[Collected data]
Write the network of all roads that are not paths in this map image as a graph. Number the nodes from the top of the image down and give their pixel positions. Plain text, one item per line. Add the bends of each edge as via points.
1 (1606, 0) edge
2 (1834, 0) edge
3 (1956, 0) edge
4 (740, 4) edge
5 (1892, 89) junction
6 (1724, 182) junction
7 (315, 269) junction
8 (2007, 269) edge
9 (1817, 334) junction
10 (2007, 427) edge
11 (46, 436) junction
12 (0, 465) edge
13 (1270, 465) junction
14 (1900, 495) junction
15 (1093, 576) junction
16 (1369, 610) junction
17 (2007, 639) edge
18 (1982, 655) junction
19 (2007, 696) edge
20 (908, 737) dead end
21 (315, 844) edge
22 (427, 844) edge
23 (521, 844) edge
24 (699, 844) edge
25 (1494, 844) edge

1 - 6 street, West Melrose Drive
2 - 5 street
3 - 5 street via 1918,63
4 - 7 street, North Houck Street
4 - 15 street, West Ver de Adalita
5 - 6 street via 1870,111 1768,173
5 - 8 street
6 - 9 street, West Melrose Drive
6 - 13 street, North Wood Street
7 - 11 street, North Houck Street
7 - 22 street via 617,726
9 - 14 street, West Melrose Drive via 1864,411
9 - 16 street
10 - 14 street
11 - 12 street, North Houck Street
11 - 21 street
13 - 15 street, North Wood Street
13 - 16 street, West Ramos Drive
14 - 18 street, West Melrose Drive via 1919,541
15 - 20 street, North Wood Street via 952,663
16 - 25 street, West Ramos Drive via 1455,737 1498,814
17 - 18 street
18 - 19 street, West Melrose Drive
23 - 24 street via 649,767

■ **Activity**
Among the records, how many lines include the string "Drive"? State the number and add nothing.

■ **Task output**
7